27. Arrêt de la IIe Cour civile du 16 mai 1978 dans la cause hoirs de B. et consorts contre dame B. et consorts
 
Regeste
Art. 647 Abs. 2 Ziff. 1 ZGB; 44 bis Art. 46 OG.
 
Sachverhalt
Les hoirs de B. et consorts sont copropriétaires, avec dame B. et consorts, de biens immobiliers comprenant un bâtiment de trois appartements. Par la voie de la procédure sommaire, ils ont requis du Tribunal de première instance du canton de Genève la désignation d'urgence d'un représentant des copropriétaires, ayant pour mission de gérer les biens, d'en fixer les loyers et de les encaisser. Ils fondaient leur requête sur l'art. 647 al. 2 ch. 1 CC. Le Tribunal l'a rejetée, par le motif que les conditions d'application de la disposition légale invoquée n'étaient pas réalisées. La Cour de justice a déclaré irrecevable l'appel formé par les hoirs de B. et consorts. Ceux-ci ont recouru en réforme au Tribunal fédéral. Le recours a été déclaré irrecevable.
 
Considérant en droit:
a) Dans l'arrêt Tami contre Tami, du 21 octobre 1971 (ATF 97 II 320 ss), le Tribunal fédéral s'est prononcé au sujet de l'application de l'art. 647 al. 2 ch. 1 CC, sans examiner le problème de l'entrée en matière. Mais la cause se présentait d'une façon différente. La Cour cantonale avait refusé de statuer, par le motif qu'ayant un objet autre que celui visé par l'art. 647 al. 2 ch. 1 CC la requête aurait dû être présentée en la forme ordinaire: le Tribunal fédéral a recherché si ce point de vue était fondé ou si, par une fausse application de l'art. 647 CC, le recourant avait été privé d'un droit que lui confère la loi fédérale; il a ainsi étudié la disposition précitée à titre préalable. Dans la présente espèce, en revanche, le recours est dirigé contre le rejet au fond d'une requête basée sur l'art. 647 al. 2 ch. 1 CC: la question de la recevabilité dans le cadre de la notion de contestation civile doit dès lors être soumise à examen.
b) Selon une jurisprudence maintes fois confirmée, il faut entendre par conte visant à provoquer une décision définitive sur des rapports de droit civil, et cela quelle qu'ait été la procédure, contentieuse ou gracieuse, suivie par l'autorité cantonale (ATF 103 II 317 consid. 2c; ATF 101 II 359, 368, 369 et les arrêts cités). Relève en revanche de la procédure non contentieuse la décision qui, sans statuer sur l'existence d'un droit, est destinée à garantir l'administration et la conservation des droits ou des intérêts litigieux (cf. M. GULDENER, Grundzüge der freiwilligen Gerichtsbarkeit der Schweiz, Zurich 1954, p. 2, 9 ss; A. WURZBURGER, Les conditions objectives du recours en réforme au Tribunal fédéral (art. 44 50 OJ), thèse Lausanne 1964, p. 13 ss). C'est notamment le cas des sûretés et des mesures relatives à la dévolution des successions, telles l'ordonnance d'une administration d'office (ATF 98 II 275 276) ou la désignation d'un représentant de la communauté héréditaire (ATF 72 II 55).

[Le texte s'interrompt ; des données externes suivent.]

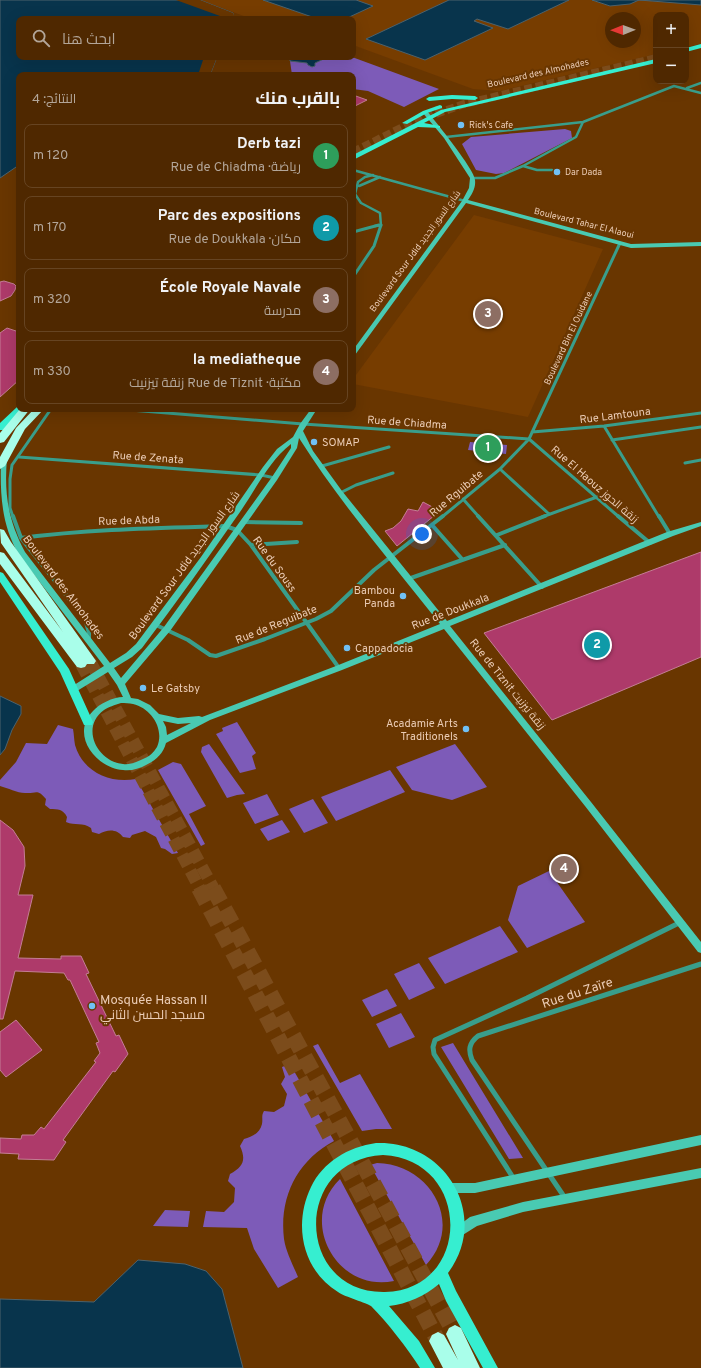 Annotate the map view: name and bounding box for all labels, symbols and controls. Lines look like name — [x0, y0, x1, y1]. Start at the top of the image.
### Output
north arrow — [605, 12, 641, 48]
map controls — [653, 12, 689, 84]
button: + — [653, 12, 689, 48]
search box — [16, 16, 356, 60]
icon: search — [30, 27, 52, 49]
text: ابحث هنا — [62, 31, 116, 50]
button: − — [653, 48, 689, 84]
street label: Boulevard des Almohades — [486, 56, 590, 91]
text: بالقرب منك — [256, 89, 340, 111]
text: النتائج: 4 — [32, 92, 76, 108]
marker: Rick's Cafe — [456, 120, 466, 130]
place label: Rick's Cafe — [469, 120, 513, 131]
text: Derb tazi — [237, 135, 301, 154]
text: 120 m — [33, 148, 68, 164]
text: 1 — [323, 148, 329, 164]
text: رياضة · Rue de Chiadma — [171, 160, 301, 176]
marker: Dar Dada — [552, 167, 562, 177]
place label: Dar Dada — [565, 167, 602, 178]
street label: Boulevard Sour Jdid شارع السور الجديد — [368, 188, 463, 314]
street label: Boulevard Tahar El Alaoui — [533, 206, 635, 241]
text: Parc des expositions — [158, 207, 301, 226]
text: 170 m — [33, 220, 67, 236]
text: 2 — [322, 220, 330, 236]
text: مكان · Rue de Doukkala — [169, 232, 301, 248]
text: École Royale Navale — [160, 279, 301, 298]
street label: Boulevard Bin El Ouidane — [542, 290, 595, 387]
text: 320 m — [33, 292, 71, 308]
text: 3 — [322, 292, 330, 308]
pin: 3 — [475, 299, 501, 329]
text: مدرسة — [264, 304, 301, 320]
text: la mediatheque — [193, 351, 301, 370]
text: 330 m — [33, 364, 71, 380]
text: 4 — [322, 364, 330, 380]
text: مكتبة · Rue de Tiznit زنقة تيزنيت — [129, 376, 301, 392]
street label: Rue Lamtouna — [579, 405, 652, 427]
street label: Rue de Chiadma — [367, 413, 447, 433]
pin: 1 — [475, 433, 501, 463]
place label: SOMAP — [322, 436, 359, 450]
marker: SOMAP — [309, 437, 319, 447]
street label: Rue El Haouz زنقة الحوز — [548, 443, 641, 527]
street label: Rue de Zenata — [112, 449, 184, 467]
street label: Rue Rguibate — [427, 467, 486, 520]
street label: Boulevard Sour Jdid شارع السور الجديد — [126, 489, 243, 643]
street label: Rue de Abda — [98, 513, 160, 529]
your location — [412, 524, 432, 544]
street label: Boulevard des Almohades — [19, 533, 107, 643]
street label: Rue du Souss — [249, 534, 299, 595]
place label: Bambou Panda — [354, 584, 395, 611]
marker: Bambou Panda — [398, 591, 408, 601]
street label: Rue de Doukkala — [410, 591, 491, 633]
street label: Rue de Reguibate — [234, 602, 319, 648]
pin: 2 — [584, 630, 610, 660]
street label: Rue de Tiznit زنقة تيزنيت — [466, 636, 548, 733]
place label: Cappadocia — [355, 642, 413, 656]
marker: Cappadocia — [342, 643, 352, 653]
place label: Le Gatsby — [151, 682, 200, 696]
marker: Le Gatsby — [138, 683, 148, 693]
place label: Acadamie Arts Traditionels — [386, 717, 458, 744]
marker: Acadamie Arts Traditionels — [461, 724, 471, 734]
pin: 4 — [551, 854, 577, 884]
street label: Rue du Zaïre — [540, 975, 615, 1013]
place label: Mosquée Hassan II مسجد الحسن الثاني — [100, 993, 207, 1025]
marker: Mosquée Hassan II مسجد الحسن الثاني — [87, 1001, 97, 1011] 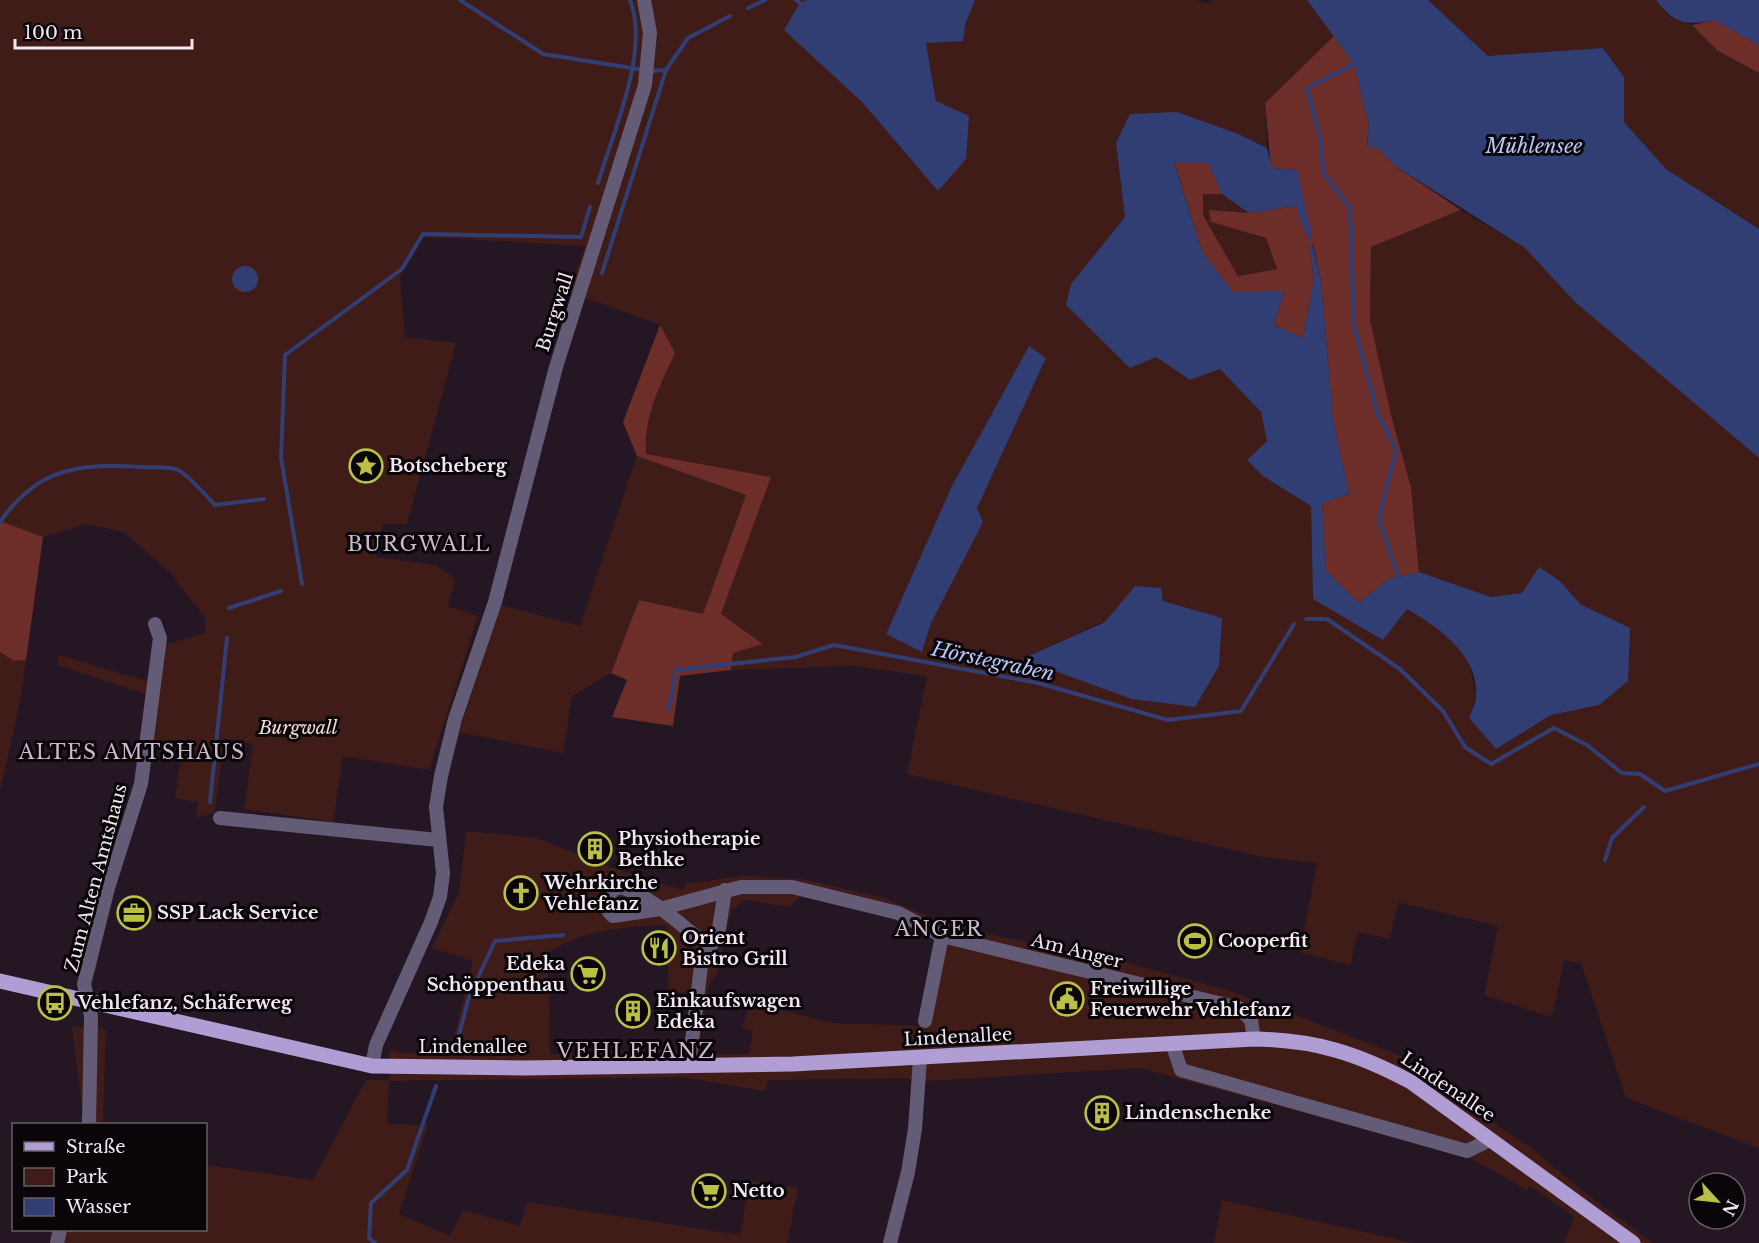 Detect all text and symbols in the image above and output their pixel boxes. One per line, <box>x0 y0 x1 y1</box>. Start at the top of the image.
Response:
scale bar <box>15 12 192 50</box>
text: 100 m <box>24 22 82 44</box>
water label: Mühlensee <box>1485 134 1582 158</box>
street label: Burgwall <box>532 269 578 354</box>
place icon: Botscheberg <box>348 448 384 484</box>
place label: Botscheberg <box>389 455 508 477</box>
district label: BURGWALL <box>347 532 491 556</box>
water label: Hörstegraben <box>929 636 1056 686</box>
park label: Burgwall <box>258 717 338 739</box>
district label: ALTES AMTSHAUS <box>18 740 245 764</box>
street label: Zum Alten Amtshaus <box>60 781 132 975</box>
place label: Physiotherapie Bethke <box>618 828 761 871</box>
building icon: Physiotherapie Bethke <box>577 831 613 867</box>
place label: Wehrkirche Vehlefanz <box>543 872 658 915</box>
church icon: Wehrkirche Vehlefanz <box>503 875 539 911</box>
office icon: SSP Lack Service <box>116 895 152 931</box>
place label: SSP Lack Service <box>157 902 318 924</box>
district label: ANGER <box>894 917 983 941</box>
sports icon: Cooperfit <box>1177 923 1213 959</box>
place label: Orient Bistro Grill <box>682 927 788 970</box>
street label: Am Anger <box>1028 929 1125 973</box>
restaurant icon: Orient Bistro Grill <box>641 930 677 966</box>
place label: Cooperfit <box>1218 930 1308 952</box>
place label: Edeka Schöppenthau <box>427 953 566 996</box>
supermarket icon: Edeka Schöppenthau <box>570 956 606 992</box>
place label: Freiwillige Feuerwehr Vehlefanz <box>1090 978 1291 1021</box>
public building icon: Freiwillige Feuerwehr Vehlefanz <box>1049 981 1085 1017</box>
bus stop icon: Vehlefanz, Schäferweg <box>37 985 73 1021</box>
place label: Einkaufswagen Edeka <box>656 990 801 1033</box>
place label: Vehlefanz, Schäferweg <box>77 992 293 1014</box>
building icon: Einkaufswagen Edeka <box>615 993 651 1029</box>
street label: Lindenallee <box>903 1023 1013 1051</box>
street label: Lindenallee <box>419 1036 527 1058</box>
district label: VEHLEFANZ <box>555 1038 716 1064</box>
street label: Lindenallee <box>1397 1047 1499 1127</box>
building icon: Lindenschenke <box>1084 1095 1120 1131</box>
place label: Lindenschenke <box>1125 1102 1271 1124</box>
legend <box>12 1123 207 1231</box>
text: Straße <box>66 1136 126 1158</box>
text: Park <box>66 1166 108 1188</box>
north arrow <box>1687 1171 1747 1231</box>
supermarket icon: Netto <box>691 1173 727 1209</box>
place label: Netto <box>732 1180 785 1202</box>
text: Wasser <box>65 1196 131 1218</box>
text: N <box>1718 1197 1743 1219</box>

c) En vertu de l'art. 647 al. 2 ch. 1 CC, chaque copropriétaire a le droit de demander que les actes d'administration indispensables au maintien de la valeur et de l'utilité de la chose, par quoi il faut entendre son aptitude à l'usage auquel elle est destinée (ATF 97 II 324), soient exécutés et, au besoin, ordonnés par le juge: ces actes peuvent être des actes matériels, comme une réparation, des actes juridiques, tels que l'expulsion d'un locataire, ou même des actes judiciaires (ATF 97 II 323 consid. 4). Ce qui est en cause, ce n'est pas le règlement définitif et durable d'un rapport de droit civil: c'est la nécessité d'une mesure déterminée, dans le cadre de l'administration en commun. Le recours au juge ne tend pas à la reconnaissance d'un droit contesté, mais simplement à obtenir le moyen de résoudre un litige entre copropriétaires au sujet de la conservation de la chose. Le juge ne dit pas le droit: il exerce une activité administrative en matière privée (cf. GULDENER, op.cit., p. 2); plus que par des considérations d'ordre strictement juridique, sa décision sera dictée par des motifs pratiques et fondée avant tout sur des éléments de fait.
Ainsi, au vu des critères rappelés ci-dessus, la requête fondée sur l'art. 647 al. 2 ch. 1 CC ne donne pas lieu à une contestation civile.